Get ready for the ostensible answer, because you won't believe it. Here's how CNN explained the reasoning behind that exemption:
Having 500 investors or raising $5 million previously forced a company to register with the SEC -- a costly endeavor. Filling out stacks of legal forms and undergoing independent accounting audits can cost hundreds of thousands of dollars. The law loosens requirements for most companies by raising several thresholds.
We needed Barack Obama and the congress to compromise the entire U.S. stock market because it's too expensive for a publicly-listed company with billion-dollar ambitions to hire an accountant? That almost sounds like a comedy routine:
SILICON VALLEY EXECUTIVE: Listen, is the hottest thing on the internet. We're so huge it hurts... I can't even walk to my corner bodega without women throwing me their phone numbers!

INVESTOR: I'd love to invest. Can I see your numbers from last year?

SILICON VALLEY EXECUTIVE: Well, that's just the thing. We painted the bathrooms last March, and then we also had that Vitamin Water machine put in the lounge. You know, the one next to the ping-pong table? So we just didn't have any money left over for an accountant. But I estimate our revenues for 2014 to be $4.2 billion.

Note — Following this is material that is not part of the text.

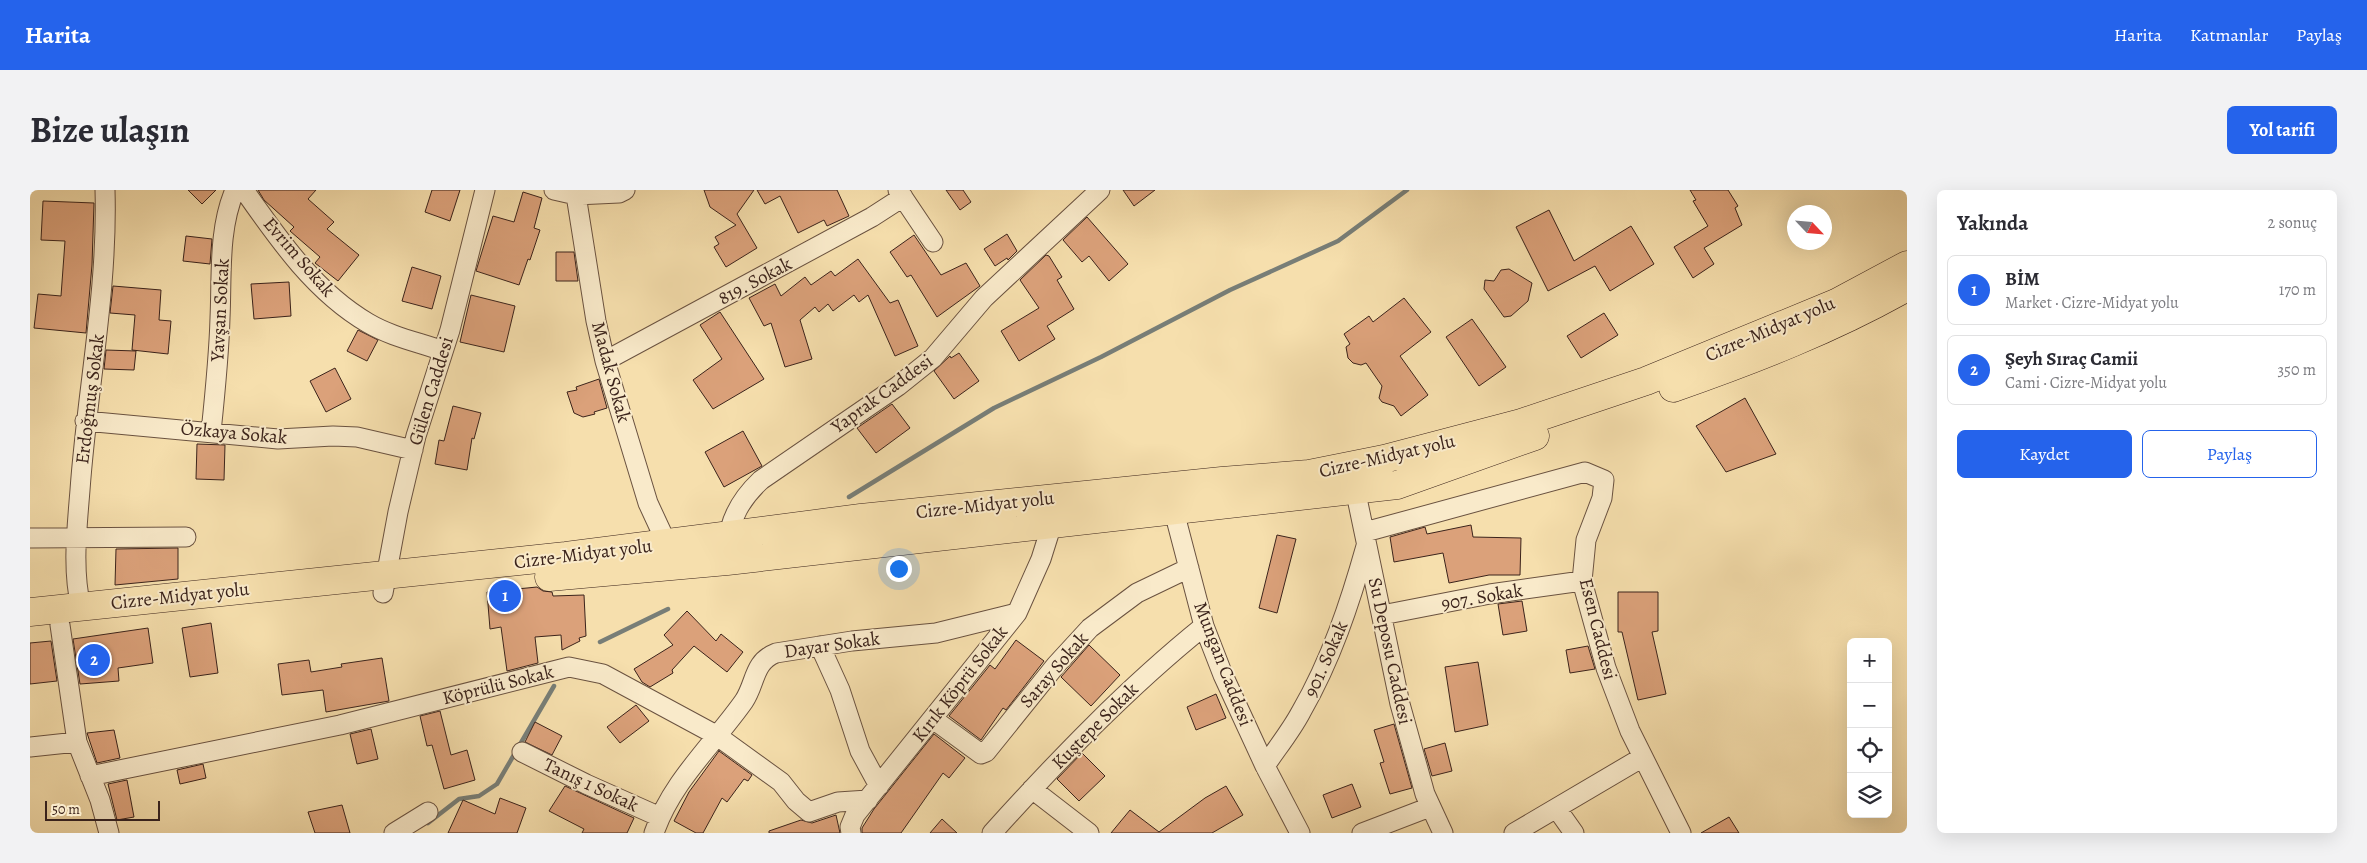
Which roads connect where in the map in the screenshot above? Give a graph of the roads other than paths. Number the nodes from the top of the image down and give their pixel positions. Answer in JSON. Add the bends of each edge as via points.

INVESTOR: Sounds hot! Where do I send the check?
There's just no benefit that the JOBS Act brings to an honest startup company. In fact, it puts an honest company at a severe disadvantage, because now it has to compete against other, less scrupulous companies that can simply make their projections up on the backs of envelopes.

This is like formally eliminating steroid testing for the first five years of a baseball player's career. Yes, you can pretty much bet that you'll see a lot of home runs in the first few years after you institute a rule like that. But you'd better be ready to stick a lot of asterisks in the record books ten or fifteen years down the line.
As we ask with the overwhelmning majorities that passed banking deregulation in the 90s, you ask: Why would people do this? There isn't a majority of tea party members, why on earth would otherwise not completely awful members of congress get behind this bill?

The best I can come up with is:
1) Most members of congress are financed heavily by the banks, which makes supporting something that helps them a priority at all times, whether it makes logical sense or not.

2) People in congress are freaking out that the economy sucks and they might lose their jobs, and since one party doesn't care about governing and large portions of the other party are almost as bad, passing a a piece of legislation that promotes fraud that has the word "Jobs" in the name is better than doing nothing. It's low risk, and as they say on Wall Street, by the time this goes bad IBGYBG (I'll be gone, you'll be gone).

It's worth pointing out that things like the JOBS act are exactly why our system is broken. We have the biggest economic collapse since the great depression 4 years ago that was caused in large part due to massive fraud made possible by the non enforcement of existing protections and the deregulation of the banking industry. A mere 4 years since the crisis, congress passes a measure that deregulates these industries in a way that basically encourages fraud.

What's happened with the JOBS Act should basically be studied as a template for why our system is fucked up beyond belief. I don't have any easy answers, but it is worth pointing out how insane this whole thing is.